Computes smoothed covariation for paired cov data.

Covariation data is assumed to be a dictionary of tuples of indices ((chain1, i) ,(chain2, j)) as keys and score as value.

Args

cov_data (dict[tuple[tuple[str, int], tuple[str, int]], float]):
The covariation data.
windows_size : int
The size of the window to compute the average.

Returns

dict[tuple[tuple[str, int], tuple[str, int]], float]
The window averaged covariation data.
Expand source code
def smooth_cov_paired(
    cov_data:dict[tuple[tuple[str, int], tuple[str, int]], float],
    windows_size:int=3
  ) -> dict[tuple[tuple[str, int], tuple[str, int]], float]:
  """
  Computes smoothed covariation for paired cov data.

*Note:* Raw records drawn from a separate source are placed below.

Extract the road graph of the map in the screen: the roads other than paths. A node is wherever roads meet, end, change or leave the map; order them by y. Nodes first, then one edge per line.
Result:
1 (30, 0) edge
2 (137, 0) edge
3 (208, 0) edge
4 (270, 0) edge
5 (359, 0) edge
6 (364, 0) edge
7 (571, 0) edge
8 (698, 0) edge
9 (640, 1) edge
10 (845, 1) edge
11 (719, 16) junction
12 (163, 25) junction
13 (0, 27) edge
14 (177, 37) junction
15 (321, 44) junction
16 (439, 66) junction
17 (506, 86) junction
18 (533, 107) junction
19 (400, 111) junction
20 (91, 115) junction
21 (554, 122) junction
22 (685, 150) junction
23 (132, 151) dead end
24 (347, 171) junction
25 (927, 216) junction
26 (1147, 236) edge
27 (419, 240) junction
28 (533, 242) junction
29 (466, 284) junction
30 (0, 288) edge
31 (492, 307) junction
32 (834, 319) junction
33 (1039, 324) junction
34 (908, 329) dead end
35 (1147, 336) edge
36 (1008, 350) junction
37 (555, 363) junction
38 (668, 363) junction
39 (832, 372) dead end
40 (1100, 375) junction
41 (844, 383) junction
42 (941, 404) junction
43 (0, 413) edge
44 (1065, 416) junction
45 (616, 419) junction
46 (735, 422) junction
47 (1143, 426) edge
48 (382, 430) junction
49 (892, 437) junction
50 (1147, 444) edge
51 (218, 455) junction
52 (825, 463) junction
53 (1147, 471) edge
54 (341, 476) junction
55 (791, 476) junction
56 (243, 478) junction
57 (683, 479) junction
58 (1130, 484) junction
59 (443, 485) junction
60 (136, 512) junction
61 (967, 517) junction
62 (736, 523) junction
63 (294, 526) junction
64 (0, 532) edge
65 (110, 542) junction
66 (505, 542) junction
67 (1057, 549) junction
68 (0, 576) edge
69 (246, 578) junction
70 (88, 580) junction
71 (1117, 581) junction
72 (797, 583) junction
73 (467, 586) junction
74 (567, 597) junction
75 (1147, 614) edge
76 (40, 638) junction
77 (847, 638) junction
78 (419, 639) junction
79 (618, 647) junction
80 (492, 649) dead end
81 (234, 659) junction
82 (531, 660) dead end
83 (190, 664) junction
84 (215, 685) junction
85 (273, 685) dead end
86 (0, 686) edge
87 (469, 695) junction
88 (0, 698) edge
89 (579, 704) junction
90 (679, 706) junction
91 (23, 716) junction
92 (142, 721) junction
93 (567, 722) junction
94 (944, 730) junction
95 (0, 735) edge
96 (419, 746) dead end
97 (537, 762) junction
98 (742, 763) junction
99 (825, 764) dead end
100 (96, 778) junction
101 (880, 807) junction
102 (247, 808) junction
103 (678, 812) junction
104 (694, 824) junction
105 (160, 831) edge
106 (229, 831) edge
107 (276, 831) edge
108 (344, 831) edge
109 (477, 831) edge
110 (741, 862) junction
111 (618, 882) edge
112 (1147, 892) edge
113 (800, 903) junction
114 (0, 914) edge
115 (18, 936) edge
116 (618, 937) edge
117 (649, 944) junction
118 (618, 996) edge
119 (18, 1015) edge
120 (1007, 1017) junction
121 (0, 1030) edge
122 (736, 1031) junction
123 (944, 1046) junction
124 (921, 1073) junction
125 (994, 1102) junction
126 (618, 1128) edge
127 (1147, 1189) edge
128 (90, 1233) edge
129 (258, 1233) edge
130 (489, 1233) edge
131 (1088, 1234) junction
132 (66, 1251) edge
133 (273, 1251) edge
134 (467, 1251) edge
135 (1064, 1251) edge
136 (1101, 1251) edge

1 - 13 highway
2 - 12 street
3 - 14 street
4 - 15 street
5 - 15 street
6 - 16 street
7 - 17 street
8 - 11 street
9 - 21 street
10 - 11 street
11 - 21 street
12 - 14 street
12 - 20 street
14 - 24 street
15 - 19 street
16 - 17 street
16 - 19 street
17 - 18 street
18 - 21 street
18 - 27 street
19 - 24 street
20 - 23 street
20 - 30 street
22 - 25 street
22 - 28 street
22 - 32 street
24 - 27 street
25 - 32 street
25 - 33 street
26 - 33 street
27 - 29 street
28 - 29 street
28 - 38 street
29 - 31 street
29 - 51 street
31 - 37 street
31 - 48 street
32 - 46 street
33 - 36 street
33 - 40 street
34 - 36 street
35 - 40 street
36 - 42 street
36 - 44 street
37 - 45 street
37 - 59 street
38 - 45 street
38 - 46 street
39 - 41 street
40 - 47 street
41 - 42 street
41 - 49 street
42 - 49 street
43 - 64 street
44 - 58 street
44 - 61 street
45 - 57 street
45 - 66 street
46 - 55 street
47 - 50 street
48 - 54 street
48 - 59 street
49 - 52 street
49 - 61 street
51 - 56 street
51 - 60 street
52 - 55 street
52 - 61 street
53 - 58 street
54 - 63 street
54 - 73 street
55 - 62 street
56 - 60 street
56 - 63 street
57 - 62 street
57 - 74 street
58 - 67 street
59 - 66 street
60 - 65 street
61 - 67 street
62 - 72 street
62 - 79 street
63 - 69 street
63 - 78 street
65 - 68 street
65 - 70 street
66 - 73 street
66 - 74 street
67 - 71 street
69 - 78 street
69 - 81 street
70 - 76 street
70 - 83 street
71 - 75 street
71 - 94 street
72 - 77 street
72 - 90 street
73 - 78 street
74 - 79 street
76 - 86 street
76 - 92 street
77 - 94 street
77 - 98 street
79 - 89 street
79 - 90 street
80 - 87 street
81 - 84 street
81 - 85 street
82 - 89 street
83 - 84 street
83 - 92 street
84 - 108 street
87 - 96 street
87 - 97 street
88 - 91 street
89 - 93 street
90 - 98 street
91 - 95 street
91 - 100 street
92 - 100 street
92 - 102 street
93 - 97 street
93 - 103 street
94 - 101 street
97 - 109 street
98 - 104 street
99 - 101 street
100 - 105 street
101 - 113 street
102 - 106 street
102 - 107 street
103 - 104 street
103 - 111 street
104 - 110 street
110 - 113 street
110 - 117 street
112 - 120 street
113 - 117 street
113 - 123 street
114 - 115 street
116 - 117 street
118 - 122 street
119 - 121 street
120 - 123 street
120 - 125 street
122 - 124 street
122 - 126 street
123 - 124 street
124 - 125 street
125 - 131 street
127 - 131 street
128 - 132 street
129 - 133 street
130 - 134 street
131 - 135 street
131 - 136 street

  Covariation data is assumed to be a dictionary of tuples of
  indices ((chain1, i) ,(chain2, j)) as keys and score as value.

  Args:
    cov_data (dict[tuple[tuple[str, int], tuple[str, int]], float]):
      The covariation data.
    windows_size (int): The size of the window to compute the average.

  Returns:
    dict[tuple[tuple[str, int], tuple[str, int]], float]: The window averaged
      covariation data.
  """
  intra_cov = intra_covariation(cov_data)
  inter_cov = inter_covariation(cov_data)
  segments = [v for _, v in intra_cov.items()]
  segments = segments + [v for _, v in inter_cov.items()]
  smoothed = [_smooth_cov_segment(s, windows_size) for s in segments]
  return {k: v for s in smoothed for k, v in s.items()}